In the above general formula (I), the linear or branched hydrocarbon group having 1 to 4 carbon atoms that substitutes on Ar is a methyl group, an ethyl group, a 1-propyl group, a 2-propyl group, or 1-butyl. A hydrocarbon group selected from a group, 2-butyl group, 2-methyl-1-propyl group and 2-methyl-2-propyl group, R _{1 to} R ₄ , and a straight chain having 1 to 6 carbon atoms. The chain, branched, or cyclic hydrocarbon group is a methyl group, an ethyl group, a 1-propyl group, a 2-propyl group, a 1-butyl group, a 2-butyl group, a 2-methyl-1-propyl group, 2- Methyl-2-propyl, 1-pentyl, 2-pentyl, 3-pentyl, 2-methyl-1-butyl, 2-methyl-2-butyl, 3-methyl-1-butyl, 3- Methyl-2-butyl group, 2,2-dimethyl-propyl group, cyclopentyl group, -Hexyl group, 2-hexyl group, 3-hexyl group, 2-methyl-1-pentyl group, 3-methyl-1-pentyl group, 4-methyl-1-pentyl group, 2-ethyl-1-butyl group, 2-methyl-2-pentyl group, 3-methyl-2-pentyl group, 4-methyl-2-pentyl group, 2-methyl-3-pentyl group, 3-methyl-3-pentyl group, 2,2-dimethyl -1-butyl group, 3,3-dimethyl-2-butyl group, 2,3-dimethyl-1-butyl group, 2,3-dimethyl-2-butyl group, cyclohexyl group, 1-methyl-1-cyclopentyl group , A hydrocarbon group selected from a 2-methyl-1-cyclopentyl group and a 3-methyl-1-cyclopentyl group.

In the above general formula, n1 and n2 that are carbon chain lengths of the optionally substituted methylene chain CR ₁ R ₂ or CR ₃ R ₄ between NH ₂ and the aromatic ring are 0 or 1, In addition, from the viewpoint of steric bulk, R _{1 to} R ₄ are preferably a hydrogen atom, a halogen atom, or a methyl group, and particularly preferably a hydrogen atom or a fluorine atom.

  The diamine containing an aromatic ring represented by the above general formula (I) is o-, m-, p-phenylenediamine (1,2-, 1,3- or 1,4-phenylenediamine). Two amine nitrogens that are not directly attached to an aromatic ring, such as aromatic amines or m-xylylenediamine (1,3-xylylenediamine) having an amine nitrogen atom directly attached to the aromatic ring Among the five carbon atoms in between, the second to fourth three carbon atoms are included in the benzene ring.
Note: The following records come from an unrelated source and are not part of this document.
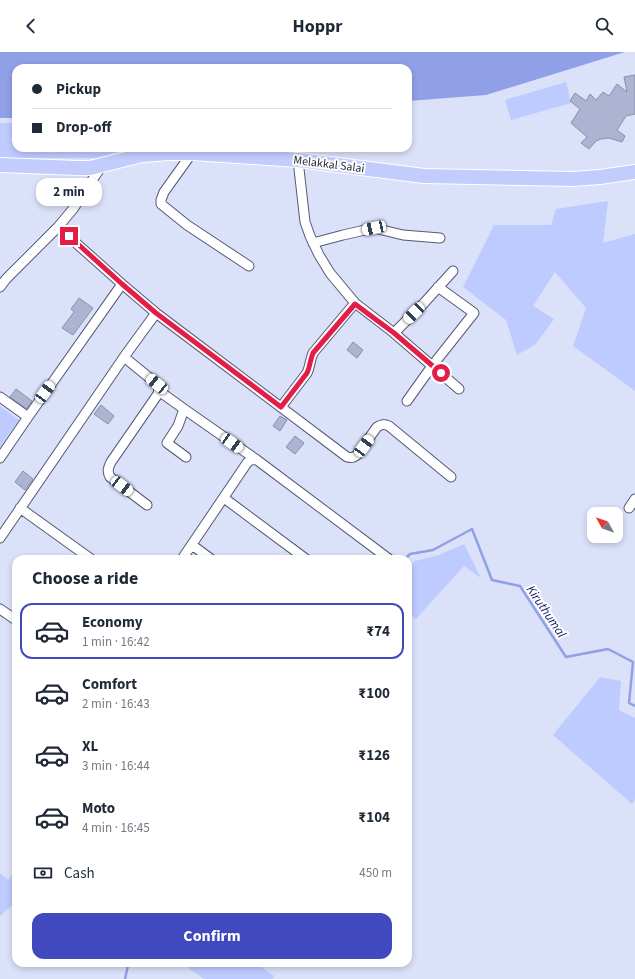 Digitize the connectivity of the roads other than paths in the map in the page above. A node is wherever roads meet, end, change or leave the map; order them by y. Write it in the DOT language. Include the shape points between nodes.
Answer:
graph roads {
  1 [pos="192,153"];
  2 [pos="298,160"];
  3 [pos="103,164"];
  4 [pos="0,165"];
  5 [pos="635,172"];
  6 [pos="58,227"];
  7 [pos="440,238"];
  8 [pos="313,243"];
  9 [pos="249,266"];
  10 [pos="453,271"];
  11 [pos="122,284"];
  12 [pos="0,287"];
  13 [pos="438,287"];
  14 [pos="355,304"];
  15 [pos="156,313"];
  16 [pos="394,333"];
  17 [pos="124,358"];
  18 [pos="432,366"];
  19 [pos="459,388"];
  20 [pos="159,391"];
  21 [pos="0,397"];
  22 [pos="407,401"];
  23 [pos="281,407"];
  24 [pos="184,409"];
  25 [pos="28,417"];
  26 [pos="186,457"];
  27 [pos="0,458"];
  28 [pos="256,460"];
  29 [pos="451,477"];
  30 [pos="224,498"];
  31 [pos="635,499"];
  32 [pos="147,505"];
  33 [pos="20,508"];
  34 [pos="629,508"];
  35 [pos="0,538"];
  36 [pos="192,544"];
  37 [pos="85,555"];
  38 [pos="185,555"];
  39 [pos="206,555"];
  40 [pos="301,555"];
  41 [pos="384,555"];
  42 [pos="0,608"];
  43 [pos="12,617"];
  1 -- 2 [label="main road, Melakkal Salai"];
  1 -- 3 [label="main road, Melakkal Salai" via="142,155"];
  1 -- 9 [label="street" via="164,192 161,204 187,225"];
  2 -- 5 [label="main road, Melakkal Salai" via="424,176 573,179"];
  2 -- 8 [label="street" via="305,222"];
  3 -- 4 [label="main road, Melakkal Salai" via="90,168"];
  3 -- 6 [label="street"];
  6 -- 11 [label="street"];
  6 -- 12 [label="street"];
  7 -- 8 [label="street" via="403,235 374,228"];
  8 -- 14 [label="street" via="330,273"];
  10 -- 13 [label="street"];
  11 -- 15 [label="street"];
  11 -- 25 [label="street"];
  13 -- 16 [label="street"];
  13 -- 18 [label="street" via="474,313"];
  14 -- 16 [label="street"];
  14 -- 23 [label="street" via="313,353 310,368"];
  15 -- 17 [label="street"];
  15 -- 23 [label="street"];
  16 -- 18 [label="street"];
  17 -- 20 [label="street" via="157,384"];
  17 -- 33 [label="street"];
  18 -- 19 [label="street"];
  18 -- 22 [label="street"];
  20 -- 24 [label="street"];
  20 -- 32 [label="street" via="108,467 110,477"];
  21 -- 25 [label="street"];
  23 -- 29 [label="street" via="350,458 357,455 377,427 385,424"];
  24 -- 26 [label="street" via="178,426 167,443"];
  24 -- 28 [label="street"];
  25 -- 27 [label="street"];
  28 -- 30 [label="street" via="247,463"];
  28 -- 41 [label="street"];
  30 -- 36 [label="street"];
  30 -- 40 [label="street"];
  31 -- 34 [label="street"];
  33 -- 35 [label="street"];
  33 -- 37 [label="street"];
  36 -- 38 [label="street"];
  36 -- 39 [label="street"];
  42 -- 43 [label="street"];
}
  In addition to the diamine containing an aromatic ring represented by the above general formula (I), a straight-chain both-end diamine (α, ω-diamine) having 2 to 6 carbon atoms may be used in combination, or ethylenediamine (ethane) -1,2-diamine), propylenediamine (propane-1,3-diamine), putrescine (butane-1,4-diamine), gadaberine (pentane-1,5-diamine), hexamethylenediamine (hexane-1, 6-diamine). When a polyamide is produced using only the diamine containing an aromatic ring represented by the above general formula (I) as a diamine component, the properties, particularly the elastic modulus, are adjusted when the polyamide is too rigid and the workability is poor. Therefore, it can be added and used as appropriate. With respect to the diamine containing an aromatic ring represented by the above general formula (I), it can be used in a molar ratio of up to 50% or less, preferably 25% or less.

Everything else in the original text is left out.